Everyone in my world knew that both of my maternal grandparents were survivors. They weren’t the typical American
grandma or grandpa who played golf or ate bacon. They weren’t even the typical American-Jewish grandma or grandpa
who, in my experience up until that point, all seemed to speak with New York accents and appeared sporadically in
their grandkids’ lives. Paula and Sol Dash, known in Poland as Pola and Shlomo, spoke with somewhat-stereotypical
Yiddish accents and had never tried bacon (or golf ) in their lives. They watched 60 Minutes and read The Washington Post
religiously, and they discussed everything that was important in their first language of Yiddish.
Paula—Bubby—was my primary caregiver in my earliest years. She lived with her husband, Sol, my Zeidy, in a two-bedroom apartment in Silver Spring, Maryland. Most of my earliest memories take place in that first apartment, the happy place of my childhood. It was a warm and cozy combination of chicken soup, cinnamon and frying oil. These two, my grandparents, were at the center of a very small core family that consisted of them, my mother, my father, myself and later, my sister, Erica.

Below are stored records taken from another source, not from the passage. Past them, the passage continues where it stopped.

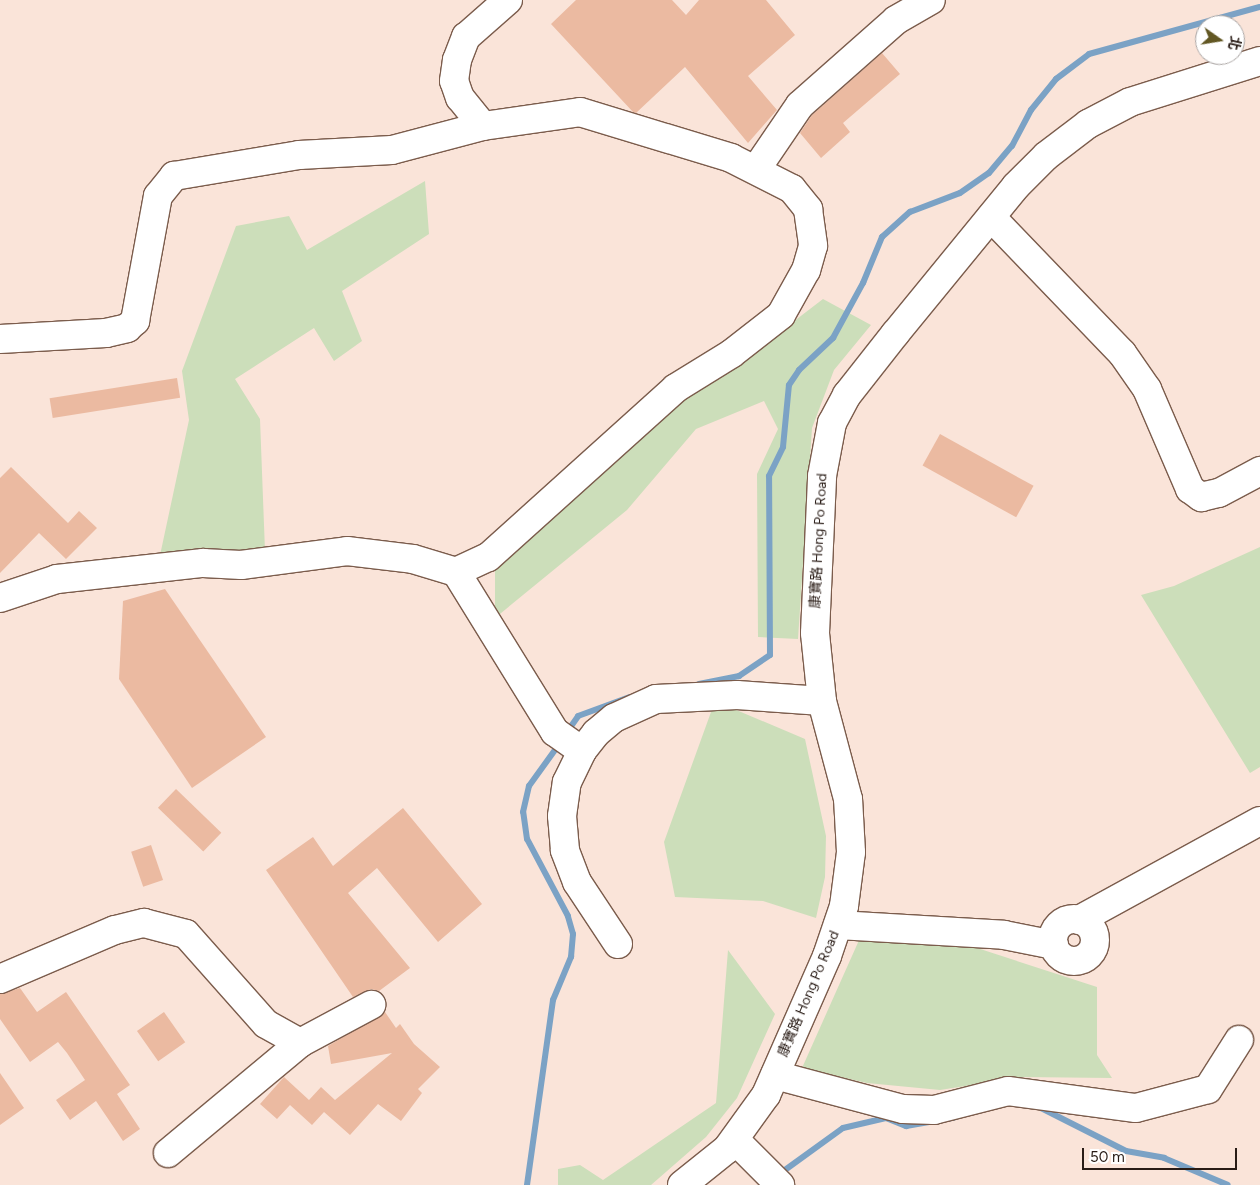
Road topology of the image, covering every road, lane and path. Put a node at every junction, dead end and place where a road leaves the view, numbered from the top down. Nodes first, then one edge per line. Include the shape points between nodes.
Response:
1 (508, 0) edge
2 (931, 0) edge
3 (1260, 61) edge
4 (484, 126) junction
5 (757, 168) junction
6 (991, 217) junction
7 (0, 338) edge
8 (1260, 471) edge
9 (456, 572) junction
10 (0, 598) edge
11 (822, 701) junction
12 (582, 751) junction
13 (1260, 821) edge
14 (838, 925) junction
15 (618, 944) dead end
16 (0, 979) edge
17 (371, 1004) dead end
18 (1239, 1040) dead end
19 (300, 1043) junction
20 (775, 1075) junction
21 (735, 1140) junction
22 (168, 1153) dead end
23 (682, 1185) edge
24 (780, 1185) edge

1 - 4 street via 466,37 456,60 454,81 460,98
2 - 5 street via 896,20 800,105
3 - 6 street, 康寶路 Hong Po Road via 1146,96 1088,124 1030,171
4 - 5 street via 580,112 596,114
4 - 7 street via 392,150 299,155 174,176 158,196 135,321 131,325 106,333
5 - 9 street via 792,189 808,210 812,223 812,246 806,270 781,315 731,354 676,388 488,557
6 - 8 street via 1122,353 1147,389 1190,489 1201,497 1219,493
6 - 11 street, 康寶路 Hong Po Road via 847,395 832,423 822,476 814,633
9 - 10 street via 381,553 314,553 278,561 203,563 57,580
9 - 12 street via 555,732
11 - 12 street via 737,695 656,698 614,718
11 - 14 street, 康寶路 Hong Po Road via 843,773 850,826 848,879
12 - 15 street via 566,790 562,816 565,850 577,882
13 - 14 street via 1079,920 1090,927 1094,940 1086,957 1066,960 1054,945 1004,935
14 - 20 street, 康寶路 Hong Po Road
16 - 19 street via 129,925 173,928 197,945 266,1024
17 - 19 street
18 - 20 street via 1208,1089 1136,1108 1015,1091 934,1110 903,1109
19 - 22 street
20 - 21 street, 康寶路 Hong Po Road
21 - 23 street, 康寶路 Hong Po Road
21 - 24 street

My mom, Lily, was their only child. She’d been born in Bergen-Belsen, perhaps best known as the death camp where Anne Frank and her family were sent once they were discovered. After the war, places like Bergen-Belsen became Displaced Persons or “DP” camps, and that’s where my mom was born in 1947, two years after what Bubby referred to as “TheLiberation” (all one word like that) and to everyone else was more simply “the end of the war.”